— What this task involves —
Text in the records must be reproduced exactly, and pictures must be skipped.

— Records from a dataset —
--------------------------------------------------

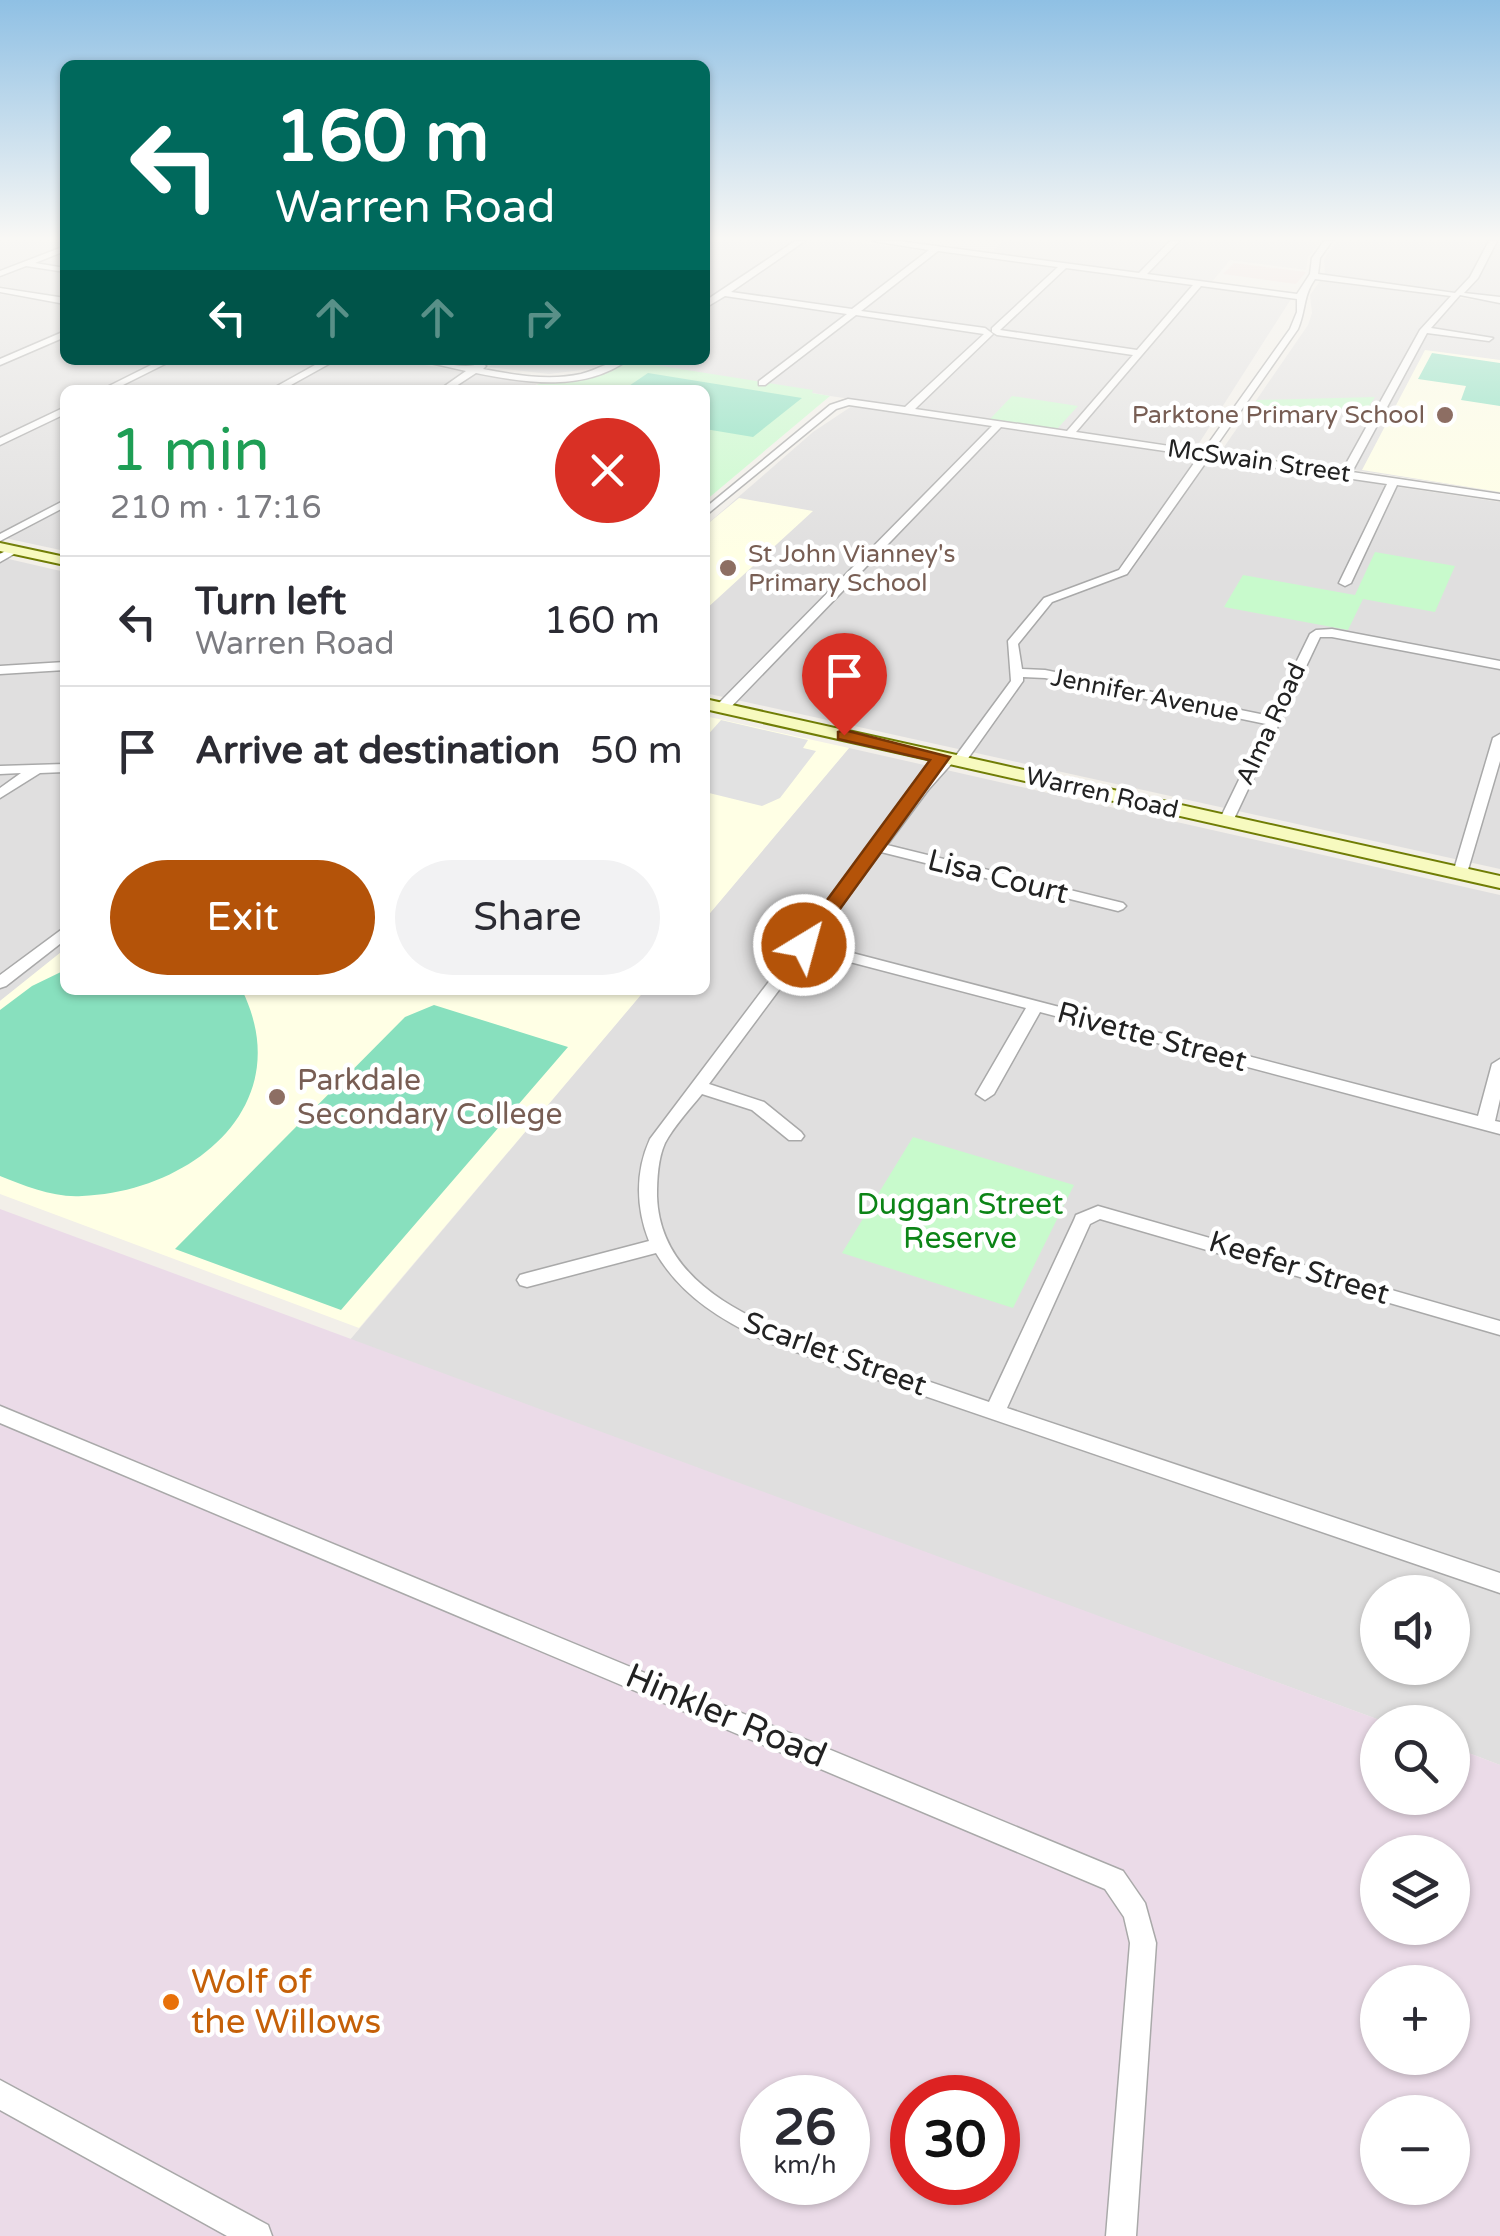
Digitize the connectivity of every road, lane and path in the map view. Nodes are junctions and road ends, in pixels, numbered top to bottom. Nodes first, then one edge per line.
1 (39, 345) edge
2 (811, 345) edge
3 (977, 345) edge
4 (1084, 345) edge
5 (1144, 345) edge
6 (1282, 345) edge
7 (1416, 345) edge
8 (1137, 353) junction
9 (0, 362) edge
10 (158, 365) edge
11 (322, 365) edge
12 (480, 365) edge
13 (615, 365) edge
14 (762, 383) dead end
15 (116, 385) edge
16 (284, 385) edge
17 (452, 385) edge
18 (906, 411) junction
19 (60, 412) edge
20 (998, 425) junction
21 (1068, 436) junction
22 (0, 442) edge
23 (1205, 454) junction
24 (1346, 473) junction
25 (1394, 480) junction
26 (1500, 497) edge
27 (60, 506) edge
28 (710, 510) edge
29 (0, 538) edge
30 (7, 549) edge
31 (0, 558) edge
32 (60, 561) edge
33 (1346, 583) dead end
34 (1500, 665) edge
35 (60, 666) edge
36 (0, 670) edge
37 (1018, 673) junction
38 (714, 706) edge
39 (1273, 720) junction
40 (1500, 738) edge
41 (950, 759) junction
42 (38, 768) junction
43 (60, 768) edge
44 (0, 770) edge
45 (0, 794) edge
46 (1226, 820) junction
47 (878, 848) junction
48 (1460, 873) junction
49 (1500, 882) edge
50 (1118, 906) dead end
51 (60, 936) edge
52 (804, 945) junction
53 (0, 982) edge
54 (1034, 1006) junction
55 (1500, 1064) edge
56 (696, 1086) junction
57 (984, 1094) dead end
58 (1492, 1126) edge
59 (795, 1136) dead end
60 (660, 1245) junction
61 (528, 1280) dead end
62 (1500, 1328) edge
63 (995, 1411) junction
64 (0, 1414) edge
65 (1500, 1583) edge
66 (0, 2094) edge
67 (257, 2236) edge
68 (1122, 2236) edge

1 - 9 street
2 - 14 street
3 - 18 street
4 - 8 street
5 - 8 street
6 - 23 street
7 - 24 street
8 - 21 street
10 - 15 street
11 - 16 street
12 - 13 street
12 - 17 street
18 - 20 street, McSwain Street
18 - 28 street, McSwain Street
19 - 22 street
20 - 21 street, McSwain Street
20 - 38 street
21 - 23 street, McSwain Street
23 - 24 street, McSwain Street
23 - 37 street
24 - 25 street, McSwain Street
25 - 26 street, McSwain Street
25 - 33 street
27 - 29 street
30 - 31 street
30 - 32 street
34 - 39 street, Alma Road
35 - 36 street
37 - 39 street, Jennifer Avenue
37 - 41 street, Scarlet Street
38 - 41 street, Warren Road
39 - 46 street, Alma Road
40 - 48 street
41 - 46 street, Warren Road
41 - 47 street, Scarlet Street
42 - 43 street
42 - 44 street
42 - 45 street
46 - 48 street, Warren Road
47 - 50 street, Lisa Court
47 - 52 street, Scarlet Street
48 - 49 street, Warren Road
51 - 53 street
52 - 54 street, Rivette Street
52 - 56 street, Scarlet Street
54 - 57 street
54 - 58 street, Rivette Street
55 - 58 street
56 - 59 street
56 - 60 street, Scarlet Street
60 - 61 street
60 - 63 street, Scarlet Street
62 - 63 street, Keefer Street
63 - 65 street, Scarlet Street
64 - 68 street, Hinkler Road
66 - 67 street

--------------------------------------------------

— The completed task —
Digitize the connectivity of every road, lane and path in the map view. Nodes are junctions and road ends, in pixels, numbered top to bottom. Nodes first, then one edge per line.
1 (39, 345) edge
2 (811, 345) edge
3 (977, 345) edge
4 (1084, 345) edge
5 (1144, 345) edge
6 (1282, 345) edge
7 (1416, 345) edge
8 (1137, 353) junction
9 (0, 362) edge
10 (158, 365) edge
11 (322, 365) edge
12 (480, 365) edge
13 (615, 365) edge
14 (762, 383) dead end
15 (116, 385) edge
16 (284, 385) edge
17 (452, 385) edge
18 (906, 411) junction
19 (60, 412) edge
20 (998, 425) junction
21 (1068, 436) junction
22 (0, 442) edge
23 (1205, 454) junction
24 (1346, 473) junction
25 (1394, 480) junction
26 (1500, 497) edge
27 (60, 506) edge
28 (710, 510) edge
29 (0, 538) edge
30 (7, 549) edge
31 (0, 558) edge
32 (60, 561) edge
33 (1346, 583) dead end
34 (1500, 665) edge
35 (60, 666) edge
36 (0, 670) edge
37 (1018, 673) junction
38 (714, 706) edge
39 (1273, 720) junction
40 (1500, 738) edge
41 (950, 759) junction
42 (38, 768) junction
43 (60, 768) edge
44 (0, 770) edge
45 (0, 794) edge
46 (1226, 820) junction
47 (878, 848) junction
48 (1460, 873) junction
49 (1500, 882) edge
50 (1118, 906) dead end
51 (60, 936) edge
52 (804, 945) junction
53 (0, 982) edge
54 (1034, 1006) junction
55 (1500, 1064) edge
56 (696, 1086) junction
57 (984, 1094) dead end
58 (1492, 1126) edge
59 (795, 1136) dead end
60 (660, 1245) junction
61 (528, 1280) dead end
62 (1500, 1328) edge
63 (995, 1411) junction
64 (0, 1414) edge
65 (1500, 1583) edge
66 (0, 2094) edge
67 (257, 2236) edge
68 (1122, 2236) edge

1 - 9 street
2 - 14 street
3 - 18 street
4 - 8 street
5 - 8 street
6 - 23 street
7 - 24 street
8 - 21 street
10 - 15 street
11 - 16 street
12 - 13 street
12 - 17 street
18 - 20 street, McSwain Street
18 - 28 street, McSwain Street
19 - 22 street
20 - 21 street, McSwain Street
20 - 38 street
21 - 23 street, McSwain Street
23 - 24 street, McSwain Street
23 - 37 street
24 - 25 street, McSwain Street
25 - 26 street, McSwain Street
25 - 33 street
27 - 29 street
30 - 31 street
30 - 32 street
34 - 39 street, Alma Road
35 - 36 street
37 - 39 street, Jennifer Avenue
37 - 41 street, Scarlet Street
38 - 41 street, Warren Road
39 - 46 street, Alma Road
40 - 48 street
41 - 46 street, Warren Road
41 - 47 street, Scarlet Street
42 - 43 street
42 - 44 street
42 - 45 street
46 - 48 street, Warren Road
47 - 50 street, Lisa Court
47 - 52 street, Scarlet Street
48 - 49 street, Warren Road
51 - 53 street
52 - 54 street, Rivette Street
52 - 56 street, Scarlet Street
54 - 57 street
54 - 58 street, Rivette Street
55 - 58 street
56 - 59 street
56 - 60 street, Scarlet Street
60 - 61 street
60 - 63 street, Scarlet Street
62 - 63 street, Keefer Street
63 - 65 street, Scarlet Street
64 - 68 street, Hinkler Road
66 - 67 street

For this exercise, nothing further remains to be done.